What the exercise asks >>
Please copy exactly the lines from the first in the records through the line that contains "middle tip: (513, 356)", but not the pictures.

[Dataset excerpts]

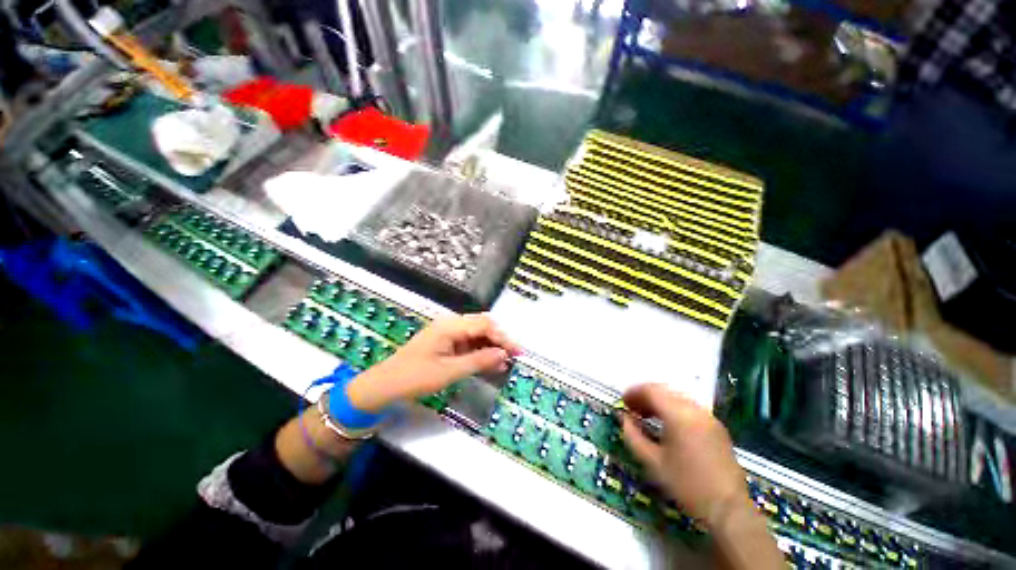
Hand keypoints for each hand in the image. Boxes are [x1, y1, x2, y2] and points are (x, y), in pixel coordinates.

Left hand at [346, 314, 519, 410]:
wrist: (385, 385)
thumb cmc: (415, 377)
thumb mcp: (449, 371)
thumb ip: (478, 361)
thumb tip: (504, 355)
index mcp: (450, 326)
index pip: (484, 325)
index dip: (503, 337)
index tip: (517, 352)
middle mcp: (450, 324)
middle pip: (482, 325)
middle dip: (499, 339)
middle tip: (513, 356)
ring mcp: (447, 333)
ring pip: (476, 334)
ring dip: (491, 345)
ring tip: (504, 361)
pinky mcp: (445, 342)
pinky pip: (468, 343)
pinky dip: (480, 351)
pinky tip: (489, 362)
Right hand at [621, 383, 751, 528]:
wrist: (729, 510)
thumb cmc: (687, 485)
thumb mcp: (652, 462)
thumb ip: (633, 436)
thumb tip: (623, 417)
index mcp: (679, 415)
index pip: (651, 391)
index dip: (634, 393)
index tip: (623, 403)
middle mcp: (695, 409)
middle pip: (665, 390)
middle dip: (645, 396)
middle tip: (632, 409)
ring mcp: (709, 417)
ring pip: (677, 397)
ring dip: (659, 401)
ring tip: (647, 416)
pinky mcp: (717, 427)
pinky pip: (689, 407)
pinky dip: (674, 409)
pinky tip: (668, 425)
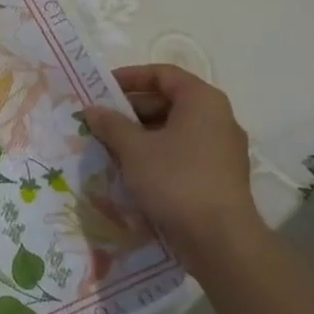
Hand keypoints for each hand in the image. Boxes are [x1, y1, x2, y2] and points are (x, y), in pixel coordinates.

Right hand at [81, 65, 262, 265]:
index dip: (130, 77)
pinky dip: (156, 153)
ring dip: (140, 134)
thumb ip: (111, 124)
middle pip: (168, 101)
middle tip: (100, 121)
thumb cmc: (176, 181)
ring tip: (109, 146)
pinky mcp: (218, 174)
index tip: (101, 89)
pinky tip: (132, 169)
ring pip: (174, 129)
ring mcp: (221, 148)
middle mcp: (217, 118)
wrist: (220, 239)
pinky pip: (182, 151)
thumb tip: (92, 109)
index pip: (163, 74)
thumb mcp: (134, 149)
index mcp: (202, 101)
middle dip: (131, 109)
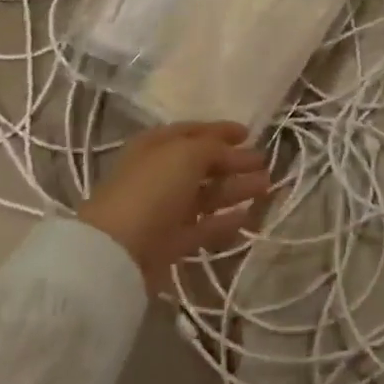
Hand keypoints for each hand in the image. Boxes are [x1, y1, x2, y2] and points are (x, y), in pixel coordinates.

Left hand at [78, 123, 271, 293]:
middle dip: (234, 162)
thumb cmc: (151, 188)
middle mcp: (159, 174)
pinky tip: (248, 217)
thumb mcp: (186, 154)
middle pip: (202, 164)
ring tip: (266, 187)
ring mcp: (163, 210)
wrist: (117, 252)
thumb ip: (214, 148)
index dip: (221, 131)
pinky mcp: (169, 243)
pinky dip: (224, 221)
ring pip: (206, 195)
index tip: (249, 134)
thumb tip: (232, 151)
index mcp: (156, 145)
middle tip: (264, 163)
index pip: (193, 132)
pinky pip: (203, 227)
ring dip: (235, 189)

[/Dataset excerpts]

Answer section >>
Hand keypoints for each hand in the image. Boxes are [x1, y1, x2, y2] and points are (x, y), in pixel coordinates.

Left hand at [346, 314, 519, 410]:
wrist: (385, 385)
thumb cmc: (415, 377)
thumb mcp: (449, 371)
thumb ip: (478, 361)
thumb tip: (504, 355)
index mcp: (450, 326)
index pip: (484, 325)
index dip: (503, 337)
index tip: (517, 352)
middle mcp: (450, 324)
middle pip: (482, 325)
middle dip: (499, 339)
middle tip: (513, 356)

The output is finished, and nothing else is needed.